-------- DATA FOR THIS TASK --------
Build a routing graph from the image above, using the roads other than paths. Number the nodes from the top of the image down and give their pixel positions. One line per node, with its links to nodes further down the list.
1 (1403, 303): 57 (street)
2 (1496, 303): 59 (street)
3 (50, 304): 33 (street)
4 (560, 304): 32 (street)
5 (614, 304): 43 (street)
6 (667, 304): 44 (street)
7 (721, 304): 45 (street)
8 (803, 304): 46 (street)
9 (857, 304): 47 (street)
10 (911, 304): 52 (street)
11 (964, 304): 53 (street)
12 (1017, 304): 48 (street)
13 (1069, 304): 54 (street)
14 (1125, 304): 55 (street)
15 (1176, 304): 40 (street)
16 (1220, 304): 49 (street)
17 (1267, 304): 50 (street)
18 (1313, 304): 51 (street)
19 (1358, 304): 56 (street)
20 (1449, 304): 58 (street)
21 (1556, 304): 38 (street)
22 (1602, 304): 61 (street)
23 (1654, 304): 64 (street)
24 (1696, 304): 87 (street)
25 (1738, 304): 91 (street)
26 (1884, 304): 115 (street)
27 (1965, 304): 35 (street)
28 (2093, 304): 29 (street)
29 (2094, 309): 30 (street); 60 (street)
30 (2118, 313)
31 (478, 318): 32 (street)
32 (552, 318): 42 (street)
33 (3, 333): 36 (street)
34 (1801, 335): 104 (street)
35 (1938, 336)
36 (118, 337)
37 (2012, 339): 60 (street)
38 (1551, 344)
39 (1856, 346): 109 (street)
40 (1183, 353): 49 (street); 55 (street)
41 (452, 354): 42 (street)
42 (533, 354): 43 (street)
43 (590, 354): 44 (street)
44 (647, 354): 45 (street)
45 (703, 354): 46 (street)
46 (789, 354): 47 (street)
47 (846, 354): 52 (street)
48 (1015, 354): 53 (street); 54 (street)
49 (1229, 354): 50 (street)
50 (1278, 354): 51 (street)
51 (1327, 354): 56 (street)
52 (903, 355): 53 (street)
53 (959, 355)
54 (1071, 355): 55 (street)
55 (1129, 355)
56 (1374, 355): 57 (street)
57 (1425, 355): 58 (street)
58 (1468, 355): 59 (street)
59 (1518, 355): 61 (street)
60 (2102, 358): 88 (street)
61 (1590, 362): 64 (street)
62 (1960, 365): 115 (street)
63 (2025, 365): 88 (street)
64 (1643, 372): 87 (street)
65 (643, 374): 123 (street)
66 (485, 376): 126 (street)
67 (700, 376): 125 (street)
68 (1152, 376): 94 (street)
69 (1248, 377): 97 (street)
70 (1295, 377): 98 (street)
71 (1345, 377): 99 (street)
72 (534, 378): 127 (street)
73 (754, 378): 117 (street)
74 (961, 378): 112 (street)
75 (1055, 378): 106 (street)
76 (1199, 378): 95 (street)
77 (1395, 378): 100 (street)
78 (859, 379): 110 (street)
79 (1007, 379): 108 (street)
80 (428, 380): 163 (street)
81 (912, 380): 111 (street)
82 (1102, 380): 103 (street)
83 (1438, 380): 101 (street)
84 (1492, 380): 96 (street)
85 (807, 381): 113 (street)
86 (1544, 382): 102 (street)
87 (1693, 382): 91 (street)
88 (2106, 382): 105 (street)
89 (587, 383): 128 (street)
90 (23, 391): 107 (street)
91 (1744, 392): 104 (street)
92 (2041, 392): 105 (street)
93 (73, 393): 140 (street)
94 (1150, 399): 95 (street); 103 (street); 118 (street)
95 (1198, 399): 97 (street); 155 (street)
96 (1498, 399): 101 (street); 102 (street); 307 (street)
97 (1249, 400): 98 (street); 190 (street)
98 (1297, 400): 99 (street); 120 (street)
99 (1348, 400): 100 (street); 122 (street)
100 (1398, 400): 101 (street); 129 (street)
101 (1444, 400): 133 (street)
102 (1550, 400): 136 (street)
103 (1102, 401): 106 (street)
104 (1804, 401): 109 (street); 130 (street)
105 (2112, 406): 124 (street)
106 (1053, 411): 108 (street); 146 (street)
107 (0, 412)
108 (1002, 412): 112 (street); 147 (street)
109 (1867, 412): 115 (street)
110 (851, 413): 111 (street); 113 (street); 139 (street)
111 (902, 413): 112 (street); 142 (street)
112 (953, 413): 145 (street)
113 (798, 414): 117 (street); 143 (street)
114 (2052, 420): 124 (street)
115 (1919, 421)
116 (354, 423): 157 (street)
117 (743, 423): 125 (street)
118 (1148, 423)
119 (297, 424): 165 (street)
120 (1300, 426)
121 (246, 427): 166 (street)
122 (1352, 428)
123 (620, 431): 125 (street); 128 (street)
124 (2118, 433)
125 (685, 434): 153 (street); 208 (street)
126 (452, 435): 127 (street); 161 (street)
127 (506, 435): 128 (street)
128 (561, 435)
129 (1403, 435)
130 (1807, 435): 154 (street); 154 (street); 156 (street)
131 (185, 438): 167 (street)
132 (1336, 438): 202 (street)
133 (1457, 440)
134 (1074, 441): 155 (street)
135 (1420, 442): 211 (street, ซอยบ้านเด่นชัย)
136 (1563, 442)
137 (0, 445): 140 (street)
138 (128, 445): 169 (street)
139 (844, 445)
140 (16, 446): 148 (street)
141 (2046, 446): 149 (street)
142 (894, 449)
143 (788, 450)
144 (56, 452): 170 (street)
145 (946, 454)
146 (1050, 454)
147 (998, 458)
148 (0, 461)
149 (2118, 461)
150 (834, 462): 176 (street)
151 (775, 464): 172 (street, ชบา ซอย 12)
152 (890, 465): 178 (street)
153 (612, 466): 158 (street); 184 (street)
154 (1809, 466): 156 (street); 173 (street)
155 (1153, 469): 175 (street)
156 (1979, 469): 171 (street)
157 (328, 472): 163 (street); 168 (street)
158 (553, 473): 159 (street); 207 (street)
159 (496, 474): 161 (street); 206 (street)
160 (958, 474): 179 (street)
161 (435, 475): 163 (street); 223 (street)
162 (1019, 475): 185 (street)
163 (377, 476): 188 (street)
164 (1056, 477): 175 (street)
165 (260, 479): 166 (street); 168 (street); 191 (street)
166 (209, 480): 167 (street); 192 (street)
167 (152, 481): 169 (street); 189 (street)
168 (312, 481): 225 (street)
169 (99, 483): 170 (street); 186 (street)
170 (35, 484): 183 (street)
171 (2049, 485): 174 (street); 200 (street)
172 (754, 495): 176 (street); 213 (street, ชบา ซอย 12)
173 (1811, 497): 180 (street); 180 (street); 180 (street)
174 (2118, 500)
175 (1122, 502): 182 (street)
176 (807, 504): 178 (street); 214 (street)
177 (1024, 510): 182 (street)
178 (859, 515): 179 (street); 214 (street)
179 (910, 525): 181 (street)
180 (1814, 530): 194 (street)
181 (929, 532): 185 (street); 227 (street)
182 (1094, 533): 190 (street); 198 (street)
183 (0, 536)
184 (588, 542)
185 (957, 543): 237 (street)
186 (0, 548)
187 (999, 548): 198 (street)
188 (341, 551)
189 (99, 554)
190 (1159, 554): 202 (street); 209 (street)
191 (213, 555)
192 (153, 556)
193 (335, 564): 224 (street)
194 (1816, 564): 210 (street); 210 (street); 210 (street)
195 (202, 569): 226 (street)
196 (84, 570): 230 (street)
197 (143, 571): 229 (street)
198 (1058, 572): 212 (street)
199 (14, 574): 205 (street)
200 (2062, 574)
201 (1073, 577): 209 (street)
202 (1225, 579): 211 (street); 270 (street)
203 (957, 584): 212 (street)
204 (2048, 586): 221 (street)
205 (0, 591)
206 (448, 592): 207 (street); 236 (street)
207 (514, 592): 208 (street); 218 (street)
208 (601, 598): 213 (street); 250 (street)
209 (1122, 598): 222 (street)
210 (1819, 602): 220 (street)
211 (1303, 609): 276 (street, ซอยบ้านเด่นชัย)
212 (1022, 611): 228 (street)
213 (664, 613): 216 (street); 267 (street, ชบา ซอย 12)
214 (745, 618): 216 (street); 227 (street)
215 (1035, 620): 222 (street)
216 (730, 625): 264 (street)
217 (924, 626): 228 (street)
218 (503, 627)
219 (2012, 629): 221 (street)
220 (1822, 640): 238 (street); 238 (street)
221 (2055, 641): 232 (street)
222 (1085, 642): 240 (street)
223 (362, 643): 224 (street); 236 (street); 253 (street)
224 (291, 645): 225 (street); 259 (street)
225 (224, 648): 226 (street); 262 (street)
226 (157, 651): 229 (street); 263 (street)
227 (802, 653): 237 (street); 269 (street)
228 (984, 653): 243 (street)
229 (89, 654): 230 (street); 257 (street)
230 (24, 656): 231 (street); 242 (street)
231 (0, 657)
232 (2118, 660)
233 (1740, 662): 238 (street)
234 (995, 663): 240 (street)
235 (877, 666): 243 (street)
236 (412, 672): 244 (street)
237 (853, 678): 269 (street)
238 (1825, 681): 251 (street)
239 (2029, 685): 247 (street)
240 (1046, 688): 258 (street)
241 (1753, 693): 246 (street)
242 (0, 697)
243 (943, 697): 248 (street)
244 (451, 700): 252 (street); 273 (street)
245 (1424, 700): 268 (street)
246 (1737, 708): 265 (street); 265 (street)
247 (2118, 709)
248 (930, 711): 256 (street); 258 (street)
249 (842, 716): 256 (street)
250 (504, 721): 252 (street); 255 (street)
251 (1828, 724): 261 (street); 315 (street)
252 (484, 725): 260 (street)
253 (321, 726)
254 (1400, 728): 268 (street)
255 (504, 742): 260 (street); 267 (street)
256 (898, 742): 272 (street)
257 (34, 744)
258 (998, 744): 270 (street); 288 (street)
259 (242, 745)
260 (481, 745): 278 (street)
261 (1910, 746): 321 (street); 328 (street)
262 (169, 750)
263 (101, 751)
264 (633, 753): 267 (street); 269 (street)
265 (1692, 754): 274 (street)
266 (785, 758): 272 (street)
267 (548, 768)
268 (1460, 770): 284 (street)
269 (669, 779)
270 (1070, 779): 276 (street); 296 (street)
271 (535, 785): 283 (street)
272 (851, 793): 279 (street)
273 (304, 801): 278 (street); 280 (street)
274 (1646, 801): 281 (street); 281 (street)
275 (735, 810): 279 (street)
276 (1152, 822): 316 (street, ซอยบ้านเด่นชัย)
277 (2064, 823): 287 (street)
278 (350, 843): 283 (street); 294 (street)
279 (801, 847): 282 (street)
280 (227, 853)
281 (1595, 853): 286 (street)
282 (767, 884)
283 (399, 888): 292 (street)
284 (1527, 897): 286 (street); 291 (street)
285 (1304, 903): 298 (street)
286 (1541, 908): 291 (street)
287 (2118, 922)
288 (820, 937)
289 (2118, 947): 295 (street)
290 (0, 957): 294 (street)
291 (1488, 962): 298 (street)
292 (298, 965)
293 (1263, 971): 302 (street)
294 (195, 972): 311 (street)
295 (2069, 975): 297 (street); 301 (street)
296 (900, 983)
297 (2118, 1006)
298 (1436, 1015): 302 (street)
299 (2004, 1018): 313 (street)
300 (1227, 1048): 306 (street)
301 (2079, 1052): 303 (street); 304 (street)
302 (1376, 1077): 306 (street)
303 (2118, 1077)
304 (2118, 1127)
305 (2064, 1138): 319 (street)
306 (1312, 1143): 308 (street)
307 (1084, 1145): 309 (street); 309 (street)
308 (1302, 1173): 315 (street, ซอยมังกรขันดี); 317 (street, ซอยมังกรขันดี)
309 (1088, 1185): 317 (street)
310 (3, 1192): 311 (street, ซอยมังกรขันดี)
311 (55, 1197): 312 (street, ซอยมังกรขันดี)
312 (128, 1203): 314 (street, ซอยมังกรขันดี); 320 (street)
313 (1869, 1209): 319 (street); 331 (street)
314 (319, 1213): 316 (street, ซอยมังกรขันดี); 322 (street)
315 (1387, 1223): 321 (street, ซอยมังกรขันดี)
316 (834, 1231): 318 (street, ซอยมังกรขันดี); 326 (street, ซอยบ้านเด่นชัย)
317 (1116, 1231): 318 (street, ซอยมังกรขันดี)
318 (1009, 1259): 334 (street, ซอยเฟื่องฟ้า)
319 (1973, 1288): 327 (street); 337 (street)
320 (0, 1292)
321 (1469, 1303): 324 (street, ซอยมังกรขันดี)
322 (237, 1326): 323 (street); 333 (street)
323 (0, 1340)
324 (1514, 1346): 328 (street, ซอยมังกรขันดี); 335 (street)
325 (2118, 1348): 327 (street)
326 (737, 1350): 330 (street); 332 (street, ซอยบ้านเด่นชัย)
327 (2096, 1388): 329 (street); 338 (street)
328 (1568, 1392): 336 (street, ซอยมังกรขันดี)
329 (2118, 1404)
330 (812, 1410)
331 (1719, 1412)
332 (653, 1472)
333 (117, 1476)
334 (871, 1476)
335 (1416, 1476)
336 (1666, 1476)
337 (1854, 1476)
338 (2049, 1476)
--------
• [EXERCISE OBJECTIVE] Please filter the entries above down to the lines holding "ซอยบ" and copy them.

• [TASK OUTPUT]
135 (1420, 442): 211 (street, ซอยบ้านเด่นชัย)
211 (1303, 609): 276 (street, ซอยบ้านเด่นชัย)
276 (1152, 822): 316 (street, ซอยบ้านเด่นชัย)
316 (834, 1231): 318 (street, ซอยมังกรขันดี); 326 (street, ซอยบ้านเด่นชัย)
326 (737, 1350): 330 (street); 332 (street, ซอยบ้านเด่นชัย)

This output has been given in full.